Task requirements: From the entries below, list each line with "north".
====== Data for the task
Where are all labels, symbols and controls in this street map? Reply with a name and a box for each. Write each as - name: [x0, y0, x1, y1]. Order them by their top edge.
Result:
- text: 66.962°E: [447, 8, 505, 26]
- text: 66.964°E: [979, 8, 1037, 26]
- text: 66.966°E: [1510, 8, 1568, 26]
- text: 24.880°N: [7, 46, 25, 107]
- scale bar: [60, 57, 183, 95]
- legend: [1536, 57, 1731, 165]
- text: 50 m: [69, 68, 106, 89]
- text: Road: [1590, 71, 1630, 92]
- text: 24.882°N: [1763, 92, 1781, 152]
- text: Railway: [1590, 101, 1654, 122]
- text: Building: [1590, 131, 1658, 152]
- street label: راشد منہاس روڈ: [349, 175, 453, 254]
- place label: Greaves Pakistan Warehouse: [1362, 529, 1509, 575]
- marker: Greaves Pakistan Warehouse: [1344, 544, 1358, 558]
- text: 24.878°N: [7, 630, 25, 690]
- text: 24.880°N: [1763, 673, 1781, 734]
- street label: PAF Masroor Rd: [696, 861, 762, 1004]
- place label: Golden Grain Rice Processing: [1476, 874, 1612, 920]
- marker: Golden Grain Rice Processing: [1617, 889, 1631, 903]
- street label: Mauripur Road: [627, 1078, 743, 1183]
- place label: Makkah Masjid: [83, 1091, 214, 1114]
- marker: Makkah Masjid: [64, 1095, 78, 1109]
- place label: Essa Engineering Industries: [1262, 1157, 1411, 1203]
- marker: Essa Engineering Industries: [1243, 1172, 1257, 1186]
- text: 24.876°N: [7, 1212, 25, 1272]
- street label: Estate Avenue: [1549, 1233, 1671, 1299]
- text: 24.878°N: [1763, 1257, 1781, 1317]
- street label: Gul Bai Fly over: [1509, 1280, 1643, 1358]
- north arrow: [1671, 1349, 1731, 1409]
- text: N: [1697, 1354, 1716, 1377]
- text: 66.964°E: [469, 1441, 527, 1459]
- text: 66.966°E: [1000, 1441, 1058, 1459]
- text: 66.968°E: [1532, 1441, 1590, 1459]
============
====== Data for the task
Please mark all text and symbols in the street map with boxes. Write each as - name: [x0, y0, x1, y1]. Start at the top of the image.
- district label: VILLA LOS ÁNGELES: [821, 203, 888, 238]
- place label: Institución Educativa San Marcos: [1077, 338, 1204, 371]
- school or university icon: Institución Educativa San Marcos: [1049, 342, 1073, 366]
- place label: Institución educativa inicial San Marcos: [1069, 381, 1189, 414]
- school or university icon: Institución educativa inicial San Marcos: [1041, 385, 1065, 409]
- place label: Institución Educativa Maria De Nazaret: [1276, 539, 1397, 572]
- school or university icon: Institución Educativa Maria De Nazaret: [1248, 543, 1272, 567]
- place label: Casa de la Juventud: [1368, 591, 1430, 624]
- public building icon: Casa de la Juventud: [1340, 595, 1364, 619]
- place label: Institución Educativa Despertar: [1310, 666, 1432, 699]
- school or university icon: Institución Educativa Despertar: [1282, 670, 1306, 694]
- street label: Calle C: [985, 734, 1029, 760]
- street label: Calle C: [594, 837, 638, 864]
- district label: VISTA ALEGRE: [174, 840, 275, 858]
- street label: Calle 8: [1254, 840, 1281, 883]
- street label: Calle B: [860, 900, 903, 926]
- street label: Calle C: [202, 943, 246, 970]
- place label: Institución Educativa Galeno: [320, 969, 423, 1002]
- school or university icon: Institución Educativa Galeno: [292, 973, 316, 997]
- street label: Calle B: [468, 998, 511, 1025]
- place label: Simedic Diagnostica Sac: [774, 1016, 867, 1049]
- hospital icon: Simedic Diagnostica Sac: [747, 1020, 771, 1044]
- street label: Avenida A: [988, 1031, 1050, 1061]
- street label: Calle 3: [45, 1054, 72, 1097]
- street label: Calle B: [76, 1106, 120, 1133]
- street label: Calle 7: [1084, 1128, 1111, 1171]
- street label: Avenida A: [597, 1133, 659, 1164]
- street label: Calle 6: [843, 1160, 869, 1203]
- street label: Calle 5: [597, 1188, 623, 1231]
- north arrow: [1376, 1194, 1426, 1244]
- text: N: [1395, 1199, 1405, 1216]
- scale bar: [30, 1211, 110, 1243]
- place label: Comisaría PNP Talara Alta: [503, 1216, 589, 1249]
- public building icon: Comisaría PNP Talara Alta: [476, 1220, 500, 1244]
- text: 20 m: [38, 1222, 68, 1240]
============
Task response:
- north arrow: [1671, 1349, 1731, 1409]
- north arrow: [1376, 1194, 1426, 1244]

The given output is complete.